Fumo also had his hands and his non-profit moneys in the protracted fight to block the building of sand dunes in Ventnor, which were opposed mainly by people from the Philly area who, like Fumo, had summer homes whose views might be blocked by the dunes. His involvement, always suspected and ultimately confirmed, irritated locals to no end, who saw the dunes as necessary to perserve their town. Fumo lost that fight in Ventnor, but the dunes were never built in Margate, where they would have obstructed Fumo's view from his home on Kenyon Avenue. I'm sure the future occupants at that beach block home will be grateful.
Today, the feds are back in court seeking to seize Fumo's properties, including his homes in Margate and condos in Ventnor (see photos above, including the Fumo hot tub), though there was no word if they were trying to seize his half-million boat, christened the 888. Over in Ventnor this morning, at the docks outside Fumo's house, Mark Worrell was working in his little motor boat at the adjoining docks and also had some sympathy for Vince, who sometimes asked him for boating advice. (Worrell gave Vince another acronym, BOAT, which stands for "break out another thousand" though presumably that thousand came out of Vince's OPM stash (other people's money).

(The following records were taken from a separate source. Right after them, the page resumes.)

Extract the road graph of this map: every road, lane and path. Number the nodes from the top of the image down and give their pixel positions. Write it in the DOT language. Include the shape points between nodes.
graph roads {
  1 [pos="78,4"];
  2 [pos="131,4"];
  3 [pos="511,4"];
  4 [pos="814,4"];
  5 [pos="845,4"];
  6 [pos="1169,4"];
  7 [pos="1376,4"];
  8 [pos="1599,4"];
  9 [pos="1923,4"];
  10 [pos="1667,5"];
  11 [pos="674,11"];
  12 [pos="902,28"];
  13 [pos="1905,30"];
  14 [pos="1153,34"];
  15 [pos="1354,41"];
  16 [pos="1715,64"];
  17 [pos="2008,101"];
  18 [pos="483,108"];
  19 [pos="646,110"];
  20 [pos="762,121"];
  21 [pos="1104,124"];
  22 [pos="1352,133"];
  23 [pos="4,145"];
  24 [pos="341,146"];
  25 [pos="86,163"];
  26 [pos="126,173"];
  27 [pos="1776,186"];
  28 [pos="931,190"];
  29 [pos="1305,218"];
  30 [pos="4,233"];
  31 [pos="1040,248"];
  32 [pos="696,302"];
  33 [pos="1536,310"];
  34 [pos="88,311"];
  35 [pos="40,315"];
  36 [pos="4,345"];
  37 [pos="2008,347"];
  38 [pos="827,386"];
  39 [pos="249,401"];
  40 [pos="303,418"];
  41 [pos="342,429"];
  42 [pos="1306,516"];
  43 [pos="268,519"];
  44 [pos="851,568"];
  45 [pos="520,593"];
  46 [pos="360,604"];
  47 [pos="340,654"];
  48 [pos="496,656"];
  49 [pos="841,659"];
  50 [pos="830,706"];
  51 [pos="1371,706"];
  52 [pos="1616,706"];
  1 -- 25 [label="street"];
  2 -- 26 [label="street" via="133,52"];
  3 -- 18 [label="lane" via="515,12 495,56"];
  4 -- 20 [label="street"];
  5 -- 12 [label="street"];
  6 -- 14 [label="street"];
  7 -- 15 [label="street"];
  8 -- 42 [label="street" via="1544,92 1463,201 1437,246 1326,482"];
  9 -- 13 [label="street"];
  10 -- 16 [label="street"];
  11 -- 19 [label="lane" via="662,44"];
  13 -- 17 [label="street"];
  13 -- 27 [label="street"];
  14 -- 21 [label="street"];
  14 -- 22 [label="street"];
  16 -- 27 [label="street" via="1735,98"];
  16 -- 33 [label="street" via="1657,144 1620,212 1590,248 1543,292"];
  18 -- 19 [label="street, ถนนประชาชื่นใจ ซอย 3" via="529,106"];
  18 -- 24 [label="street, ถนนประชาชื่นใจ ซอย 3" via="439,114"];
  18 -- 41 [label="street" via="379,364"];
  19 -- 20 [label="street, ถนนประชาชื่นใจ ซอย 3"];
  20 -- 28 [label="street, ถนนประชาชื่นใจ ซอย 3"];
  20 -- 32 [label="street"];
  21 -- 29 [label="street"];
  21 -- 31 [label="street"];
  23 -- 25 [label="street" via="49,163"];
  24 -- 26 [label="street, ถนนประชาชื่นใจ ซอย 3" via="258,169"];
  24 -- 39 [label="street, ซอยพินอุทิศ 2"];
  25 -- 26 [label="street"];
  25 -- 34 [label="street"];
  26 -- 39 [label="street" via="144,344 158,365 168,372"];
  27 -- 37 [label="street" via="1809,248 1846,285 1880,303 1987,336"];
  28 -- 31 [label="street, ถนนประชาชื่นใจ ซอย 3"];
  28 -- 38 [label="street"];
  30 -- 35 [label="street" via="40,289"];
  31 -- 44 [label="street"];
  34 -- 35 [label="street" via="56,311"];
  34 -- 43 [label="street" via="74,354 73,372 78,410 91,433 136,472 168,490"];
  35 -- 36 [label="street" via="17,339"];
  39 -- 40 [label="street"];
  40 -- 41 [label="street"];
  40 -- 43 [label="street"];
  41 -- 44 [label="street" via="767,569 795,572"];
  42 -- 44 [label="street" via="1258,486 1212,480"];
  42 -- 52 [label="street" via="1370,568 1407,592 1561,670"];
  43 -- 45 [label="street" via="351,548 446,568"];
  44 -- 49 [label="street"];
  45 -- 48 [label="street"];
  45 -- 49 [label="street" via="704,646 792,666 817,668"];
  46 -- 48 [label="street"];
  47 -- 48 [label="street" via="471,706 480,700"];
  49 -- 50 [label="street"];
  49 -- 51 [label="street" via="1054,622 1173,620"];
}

The 888 wasn't docked out back, but two other boats were, belonging to friends of Vince. It was the gushy side of Fumo who named it the 888 because the number, when turned on its side, looks like x's and o's. (You begin to see where Spreng, he of the lipstick kisses, and Fumo, he of the sideways 888, found their common ground). Worrell said he hasn't seen Vince since September. "He has a lot of class," Worrell said. "He's losing everything. His boat is a real nice one, top of the line, it's like a Rolls Royce." Vince never offered Worrell a ride in the boat, but Worrell doesn't hold it against him. "He was a very nice guy. He held himself with a lot of class, took care of people around him. Everything was done first class."
Including the parking signs out front with the little metal shell adornments and the proud "Reserved for Senator" space that drove home the point that Fumo only realized belatedly that he might have something to hide, and presumably, will very shortly be reserved no more.